What is particularly striking is that Royal Mail's own people are confident that they are in a business that will prosper: I have learned that 15,000 Royal Mail employees, almost a tenth of the workforce, have paid £52m to buy Royal Mail shares (in addition to the free shares being handed to all Royal Mail employees).

However, what some may think is odd - including, presumably, ministers - is that investors have completely ignored the risk that Royal Mail could imminently be brought to a grinding halt by a strike. The frenzy to buy Royal Mail shares probably tells you quite a lot about the extent to which better-off people think the economy is recovering - which the government is not going to rage about.

That said, a 36% gap between market price and privatisation price is far wider than would normally be thought necessary to whet punters' appetite for future privatisations (remember that the Department for Business Innovation and Skills has another 30% of Royal Mail to flog, probably next summer, so ministers would not want to burn investors buying in this initial share offer).

So something does seem to have gone a bit cock-eyed with the sale. What?

Well the privatisation prospectus explicitly allowed the government to revise the sale price up, outside of the indicated range, if demand for the shares turned out to be much greater than expected. With big investment institutions putting up money for the shares worth 20 times what was on offer to them, and retail investors bidding for seven times what was available, it is fair to say demand was greater than anticipated.

So why did the relevant ministers, Vince Cable and Michael Fallon, sell at the top of the indicated range, rather than breaking through that threshold?

They had what they regard as non-partisan advice, from the investment bank Lazards - which was not involved in actually placing the shares, and therefore had no vested interest, in theory - that 330p was a fair price.

And that advice was apparently underwritten by the government's own internal counsellor on these issues, the UK Shareholder Executive.

But, that said, Cable and Fallon are grown-ups and know that ultimately the buck stops with them: advisers advise, ministers decide.

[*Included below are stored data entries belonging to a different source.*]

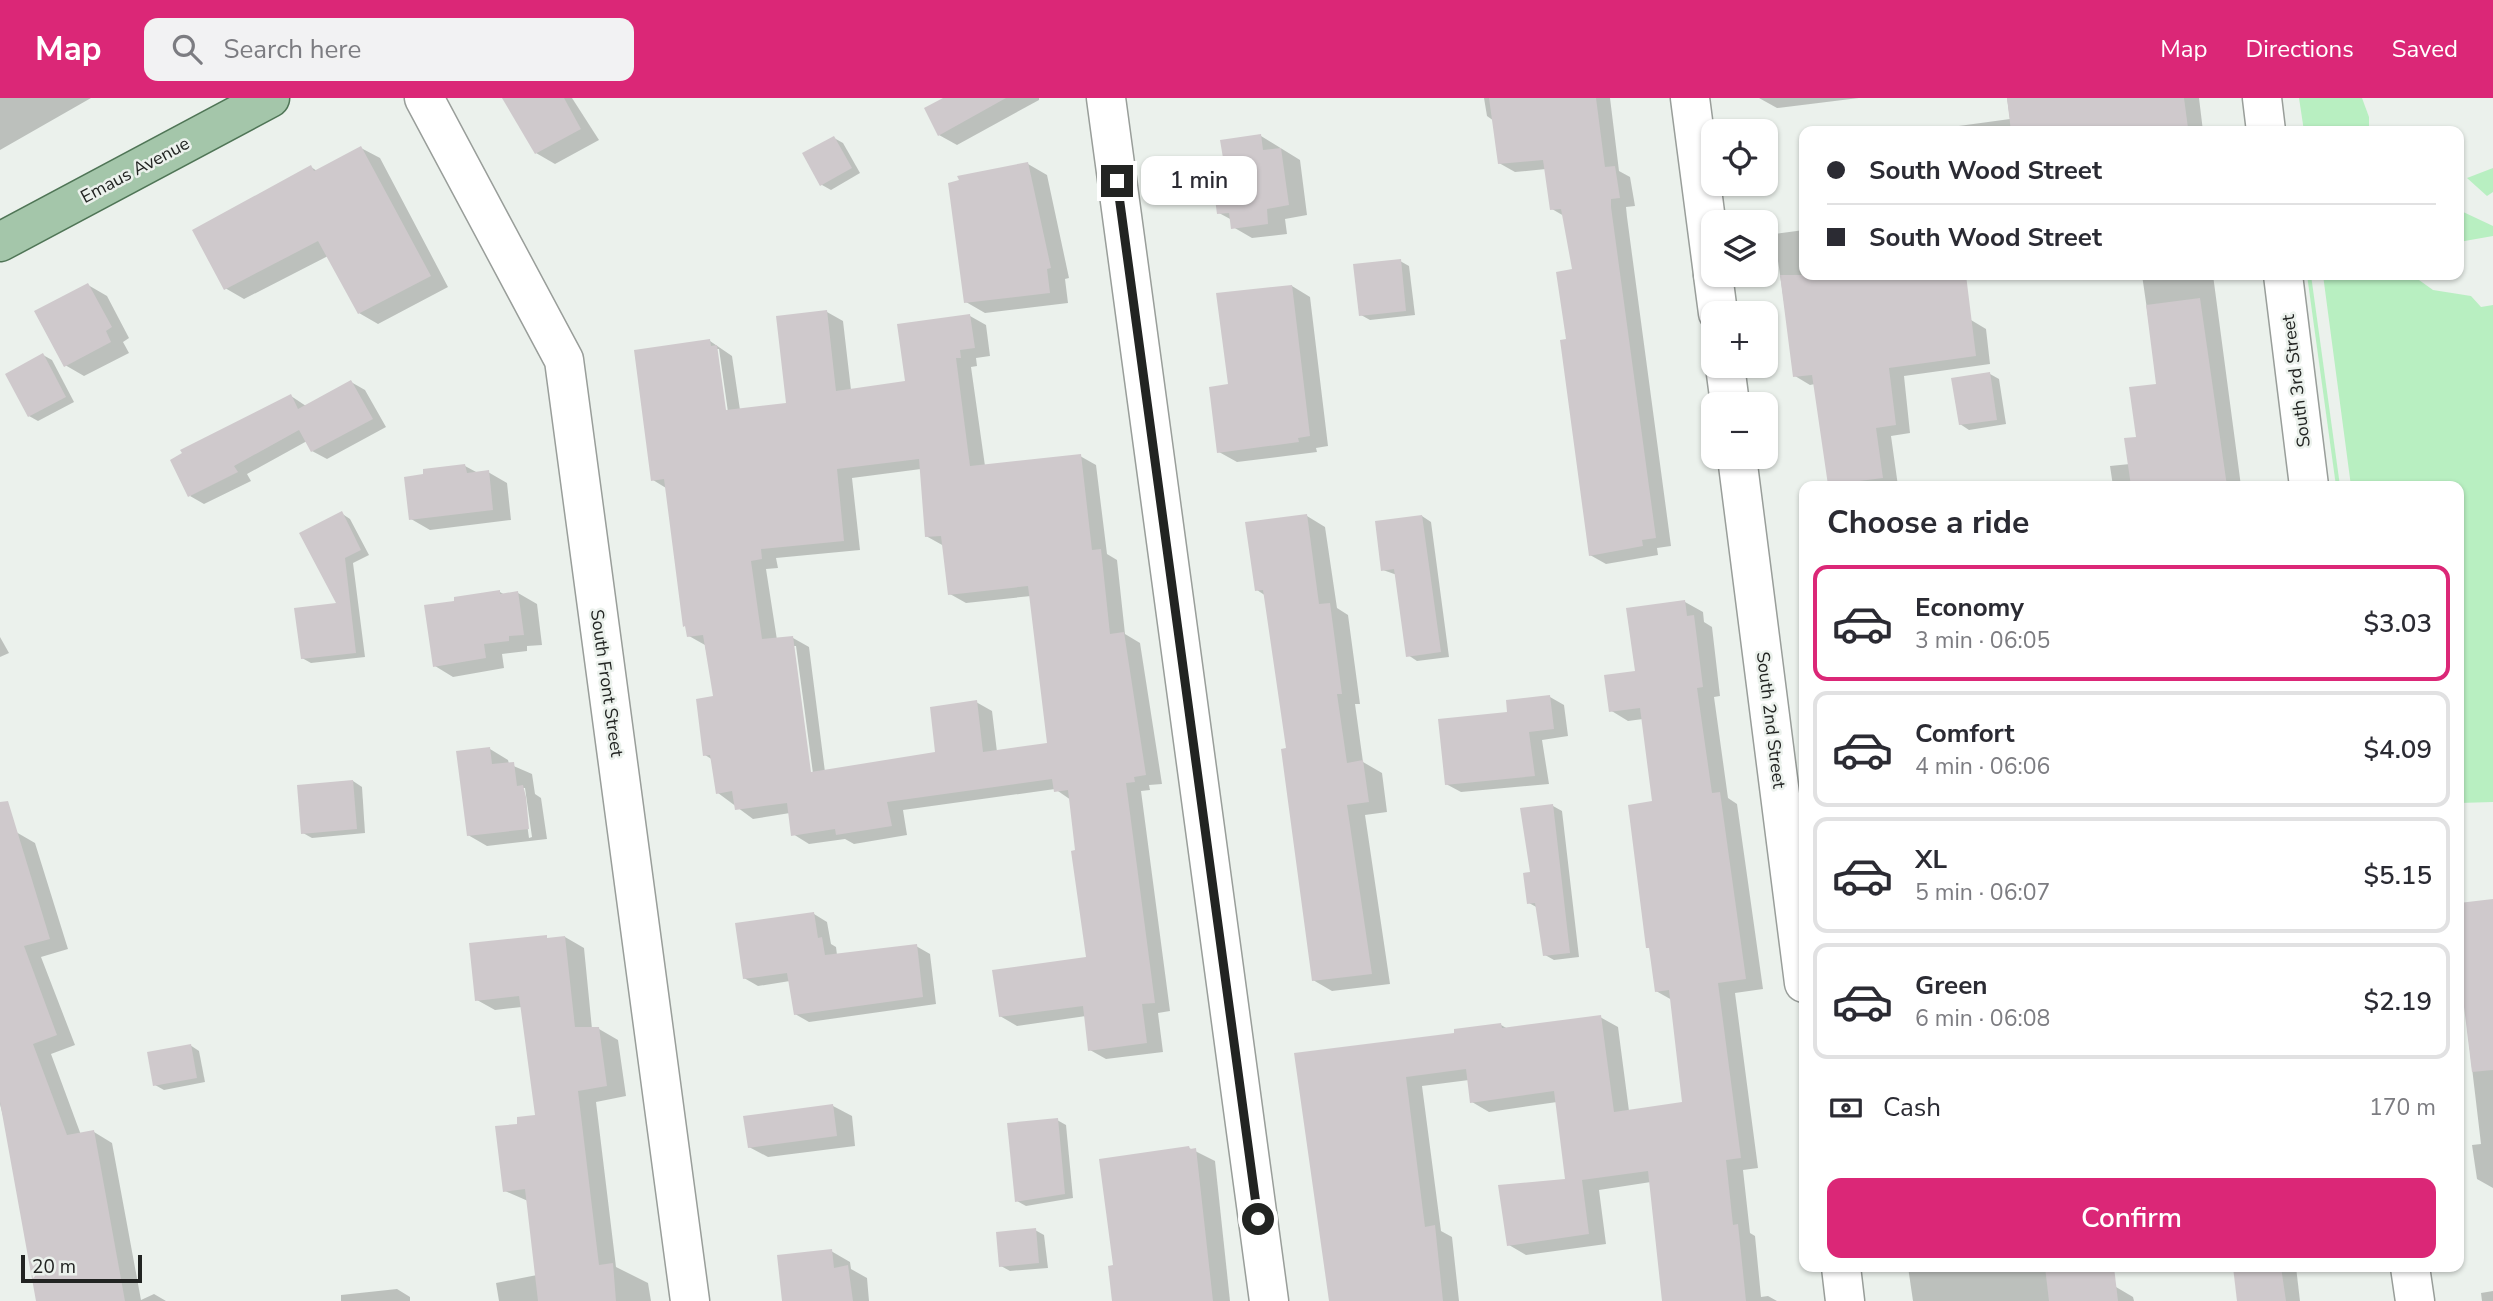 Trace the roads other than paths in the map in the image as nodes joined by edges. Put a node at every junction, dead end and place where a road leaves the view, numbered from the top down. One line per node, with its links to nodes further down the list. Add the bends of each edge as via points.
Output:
1 (270, 98): 8 (main road, Emaus Avenue)
2 (424, 98): 15 (street, South Front Street, via 564,360)
3 (1106, 98): 16 (street)
4 (1690, 98): 7 (street)
5 (2262, 98): 6 (street)
6 (2265, 126)
7 (1705, 210)
8 (0, 242)
9 (2284, 280): 11 (street, South 3rd Street)
10 (1739, 469): 12 (street, South 2nd Street)
11 (2308, 481)
12 (1799, 944)
13 (1842, 1272): 17 (street)
14 (2411, 1272): 18 (street)
15 (690, 1301)
16 (1269, 1301)
17 (1845, 1301)
18 (2415, 1301) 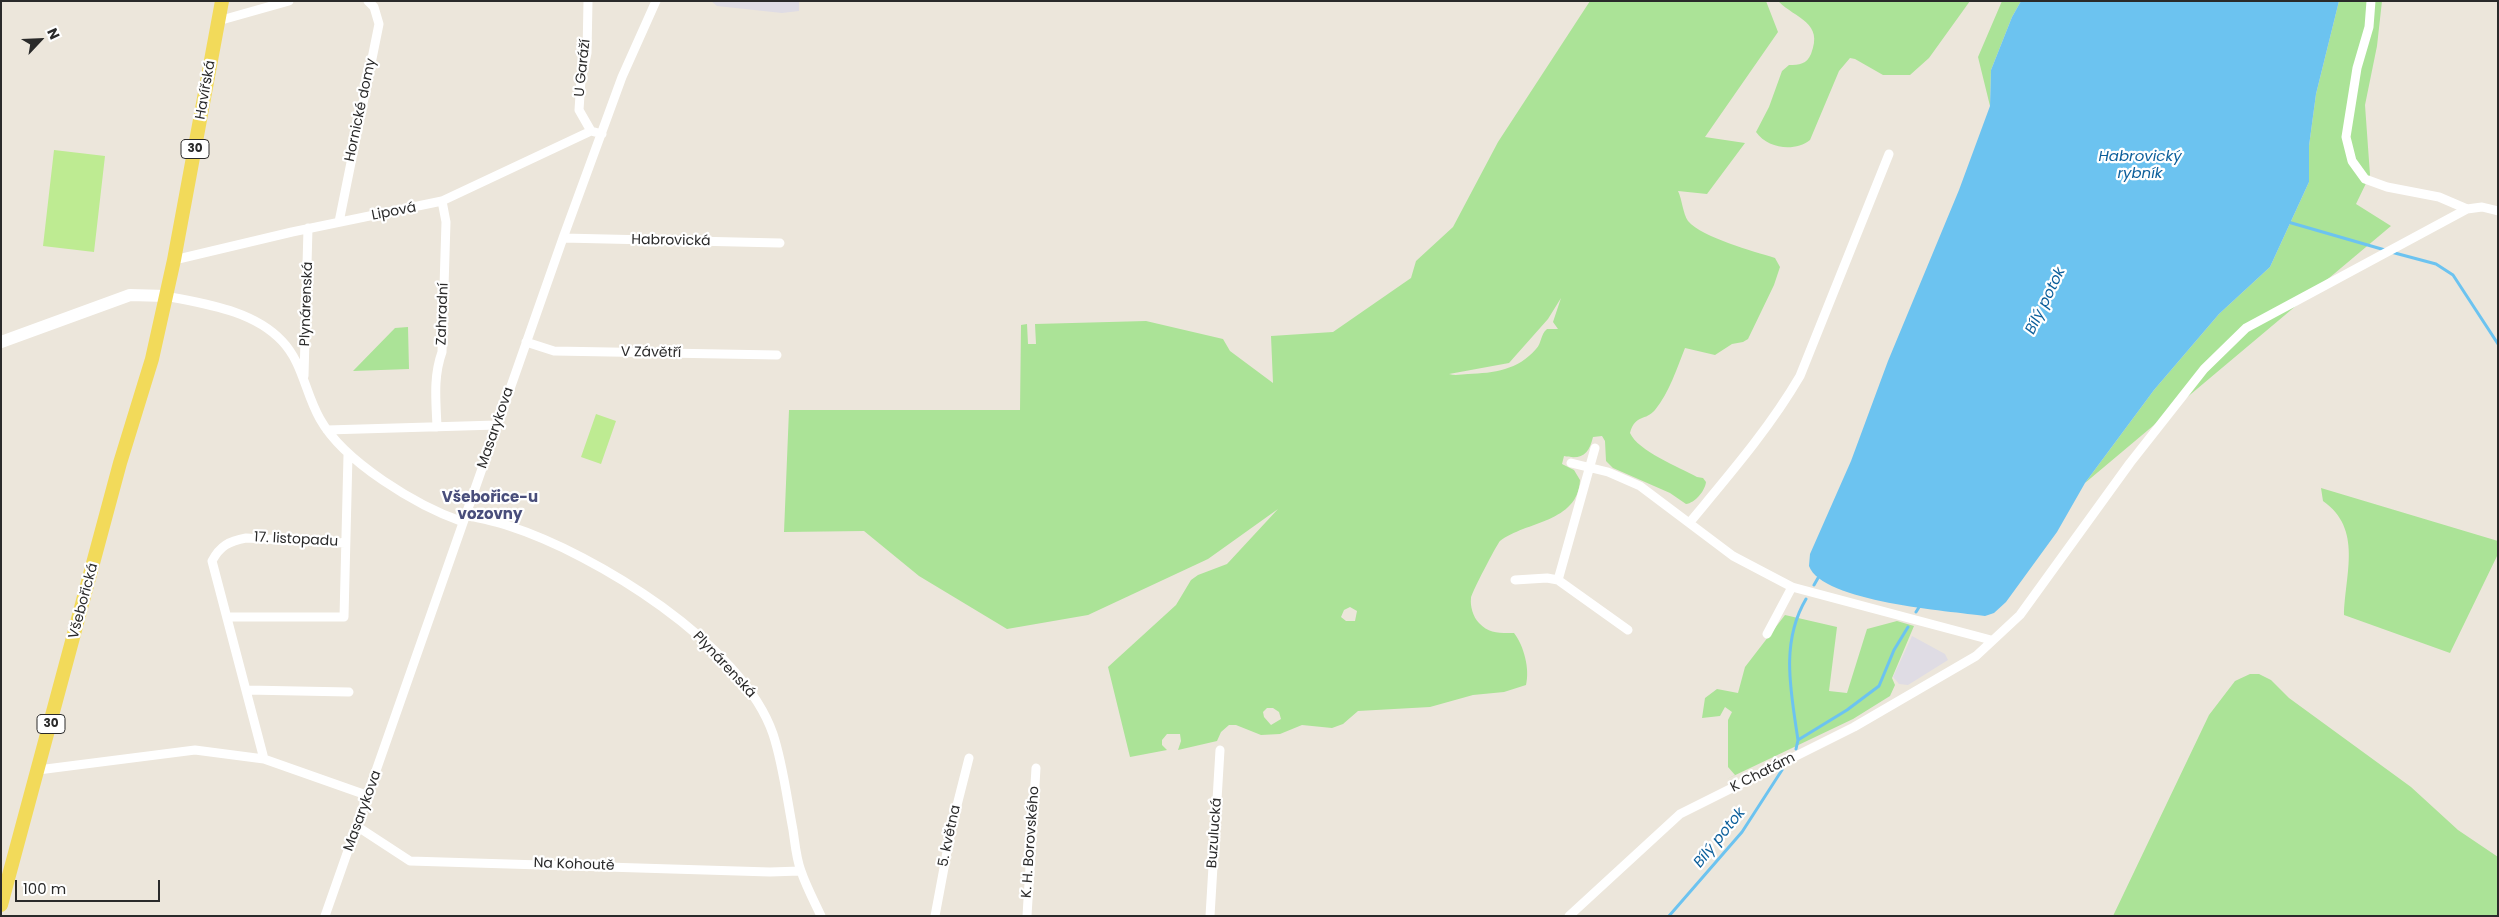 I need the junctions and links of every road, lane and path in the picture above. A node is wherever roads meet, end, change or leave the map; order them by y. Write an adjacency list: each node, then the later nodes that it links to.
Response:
1 (222, 1): 7 (main road, Havířská / 30)
2 (289, 1): 7 (street)
3 (368, 1): 14 (street, Hornické domy)
4 (588, 1): 8 (street, U Garáží)
5 (656, 1): 9 (street, Masarykova)
6 (2371, 1): 12 (street)
7 (218, 21): 18 (main road, Havířská / 30)
8 (591, 131): 9 (street); 11 (street, Lipová)
9 (602, 134): 16 (street, Masarykova)
10 (1889, 154): 32 (street)
11 (442, 201): 14 (street, Lipová); 25 (street, Zahradní)
12 (2467, 208): 13 (street); 40 (street, K Chatám)
13 (2498, 211)
14 (339, 222): 15 (street, Lipová)
15 (308, 228): 18 (street, Lipová); 23 (street, Plynárenská)
16 (563, 238): 17 (street, Habrovická); 21 (street, Masarykova)
17 (780, 243)
18 (174, 260): 19 (main road, Havířská / 30)
19 (166, 296): 20 (street); 23 (street, Plynárenská); 47 (main road, Všebořická / 30)
20 (1, 342)
21 (526, 342): 22 (street, V Závětří); 24 (street, Masarykova)
22 (777, 355)
23 (304, 379): 26 (street, Plynárenská)
24 (496, 425): 25 (street); 31 (street, Masarykova)
25 (437, 427): 26 (street)
26 (327, 430): 28 (street, Plynárenská)
27 (1595, 448): 30 (street)
28 (348, 454): 31 (street, Plynárenská); 33 (street)
29 (1571, 463): 30 (street)
30 (1590, 466): 32 (street); 35 (street)
31 (464, 518): 48 (street, Masarykova); 50 (street, Plynárenská)
32 (1690, 522): 36 (street)
33 (346, 543): 37 (street, 17. listopadu); 37 (street, 17. listopadu)
34 (1515, 580): 35 (street)
35 (1558, 580): 38 (street)
36 (1792, 587): 39 (street); 40 (street)
37 (227, 617): 41 (street, 17. listopadu)
38 (1628, 630)
39 (1767, 634)
40 (1991, 640): 57 (street, K Chatám)
41 (247, 690): 42 (street); 45 (street, 17. listopadu)
42 (349, 692)
43 (1220, 750): 56 (street, Buzulucká)
44 (969, 758): 54 (street, 5. května)
45 (264, 759): 47 (street); 48 (street)
46 (1036, 768): 55 (street, K. H. Borovského)
47 (38, 770): 51 (main road, Všebořická / 30)
48 (369, 796): 49 (street, Masarykova)
49 (358, 827): 50 (street, Na Kohoutě); 52 (street, Masarykova)
50 (800, 870): 53 (street, Plynárenská)
51 (1, 905)
52 (326, 916)
53 (821, 916)
54 (935, 916)
55 (1027, 916)
56 (1210, 916)
57 (1569, 916)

So they know that if the share price stays at this level for weeks and months, they will be vulnerable to criticism - and, probably, to a ticking off by the National Audit Office.

But Vince Cable has already made clear that he thinks the market is wrong to price the shares at these levels, by talking about the need to wait until the "froth" has been blown off.

Or to put it another way, he and Fallon assume that Royal Mail shares will be back near the offer price before Christmas.

Which points towards the most delicious political spat I've seen in a long time.

Labour's spokesman on all this, Chuka Umunna, in chastising Cable and Fallon for allegedly selling Royal Mail too cheaply, has in effect been shouting - at the most sensitive period of privatisation - "the government is selling five pound notes for 50p, fill your boots."

Whereas the capitalist Tory Fallon and leftish Lib Dem Cable have been saying to retail investors, "I'd take care if I were you, this stock-market game can be a bit dangerous."

So what is quite striking is that 700,000 people with a bit of money to spare voted Umunna, by stampeding to apply for the shares - though whether they are natural Labour supporters is another thing altogether.

Here is the intriguing political calculation.

If Royal Mail shares stay at these levels, the government may well in time be found guilty of having privatised the company too cheaply.

But ministers have just delivered a tidy windfall of £187m to 690,000 people who've been allocated £750 of shares each. That is a potential profit of almost £250 for each of them.

Which is a fair number of people who are probably prepared to buy Fallon and Cable a drink.